Ces estimations sont certainement sous évaluées car l'étude n'a pas pu prendre en compte les effets indirects du stress thermique : diminution des végétaux disponibles, détérioration de la reproduction influençant l'évolution démographique des troupeaux, impact éventuel sur l'efficacité de la digestion, diminution de capacités de travail à des températures excessives… Les données manquent également pour intégrer les différences de sensibilité ou de résistance entre races bovines aux calculs des auteurs. Ces résultats constituent cependant une première étape pour prendre conscience des bouleversements que le réchauffement climatique peut induire en matière d'élevage dès le milieu de ce siècle. De 2005 à 2019 la population bovine mondiale a augmenté de 10 %. Pourtant, sur cette même période, l'Europe et l'Océanie ont vu leurs effectifs diminuer suite à une baisse de la demande. L'augmentation de la population bovine concerne principalement l'Afrique et dans une moindre mesure les Amériques et l'Asie. Or cette étude signale l'Afrique sub-saharienne comme une des zones les plus vulnérables, risquant de devenir inadaptée à l'élevage bovin. Il est urgent de réfléchir aux moyens de minimiser localement les effets du stress thermique dans les élevages des régions les plus menacées : modification des pratiques, fourniture d'ombre, système de refroidissement ou de ventilation, sélection de races plus adaptées, développement des camélidés en remplacement des bovins…  Ces enjeux de production animale ne sont pas seulement économiques, mais aussi sociétaux et éthiques. Dans certaines régions ils pourraient même devenir une question vitale pour les populations concernées. Les pourcentages de baisse de production les plus forts pour 2085 correspondent aux systèmes d'élevages les moins productifs en 2005. Au-delà des solutions locales, cette inégalité croissante concerne la planète entière et devra être gérée au niveau global.

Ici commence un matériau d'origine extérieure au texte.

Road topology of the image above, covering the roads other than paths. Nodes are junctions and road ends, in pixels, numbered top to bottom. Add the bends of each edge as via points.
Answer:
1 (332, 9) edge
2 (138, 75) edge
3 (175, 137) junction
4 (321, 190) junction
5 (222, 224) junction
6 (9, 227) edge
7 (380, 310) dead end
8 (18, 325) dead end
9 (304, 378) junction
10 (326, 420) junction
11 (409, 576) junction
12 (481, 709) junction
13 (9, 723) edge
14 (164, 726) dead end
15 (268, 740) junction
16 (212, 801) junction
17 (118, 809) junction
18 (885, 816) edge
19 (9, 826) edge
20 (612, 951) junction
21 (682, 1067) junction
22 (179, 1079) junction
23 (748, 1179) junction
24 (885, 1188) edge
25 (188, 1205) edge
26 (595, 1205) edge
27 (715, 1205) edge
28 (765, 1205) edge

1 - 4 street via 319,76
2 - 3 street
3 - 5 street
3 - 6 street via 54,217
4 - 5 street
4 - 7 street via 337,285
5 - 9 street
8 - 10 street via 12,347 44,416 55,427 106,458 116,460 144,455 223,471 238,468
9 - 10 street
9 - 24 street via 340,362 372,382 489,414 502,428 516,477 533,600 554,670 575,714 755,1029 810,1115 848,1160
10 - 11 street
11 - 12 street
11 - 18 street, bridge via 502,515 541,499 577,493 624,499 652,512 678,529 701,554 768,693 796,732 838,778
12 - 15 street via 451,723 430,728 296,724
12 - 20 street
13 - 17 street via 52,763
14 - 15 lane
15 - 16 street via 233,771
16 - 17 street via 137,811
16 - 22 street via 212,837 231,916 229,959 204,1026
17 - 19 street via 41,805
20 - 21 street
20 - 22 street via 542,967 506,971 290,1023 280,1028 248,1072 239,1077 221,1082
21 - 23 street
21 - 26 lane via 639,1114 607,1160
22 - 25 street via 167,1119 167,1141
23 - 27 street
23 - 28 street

Équations bioénergétiques, données climatiques et bibliographie sur les techniques d'élevage

L'estimation des pertes à venir repose sur la relation entre les variations de quantité de MSI et les conditions climatiques. L'équation construite par les auteurs utilise un index de température effective calculé à partir des valeurs moyennes de plusieurs paramètres : température journalière, pourcentage d'humidité relative, nombre d'heure quotidienne d'exposition directe au soleil et vitesse moyenne du vent. A partir d'une étude bibliographique poussée, des rations types ont été établies pour différentes catégories d'élevages (plein pâturage, mixte pâturage-céréale…) et de régions climatiques (aride et semi-aride, tempérée, tropicale…). L'année 2005 a été choisie comme année de référence à cause d'une base de données préexistante fournissant des informations sur les systèmes d'élevage, les rations spécifiques aux systèmes et aux régions, les effectifs bovins de cette année-là. Les valeurs ont été rapporté en Unité de Bétail Tropical (UBT), à savoir l'équivalent d'un animal adulte de 250 kg. Les données climatiques utilisées sont celles prévues par le Groupe intergouvernemental d'experts sur l'évolution du climat (GIEC). Afin de couvrir l'ensemble des hypothèses envisagées pour la fin du siècle, deux scénarios extrêmes ont été choisis, l'un avec une augmentation limitée des gaz à effet de serre, l'autre avec une forte augmentation. Les systèmes d'élevage ont été regroupés en trois catégories : plein pâturage, système mixte culture-élevage et élevage hors-sol. Les conditions agro-climatiques ont été classées en zone aride/semi-aride, humide/subhumide, et tempérée ou tropicale.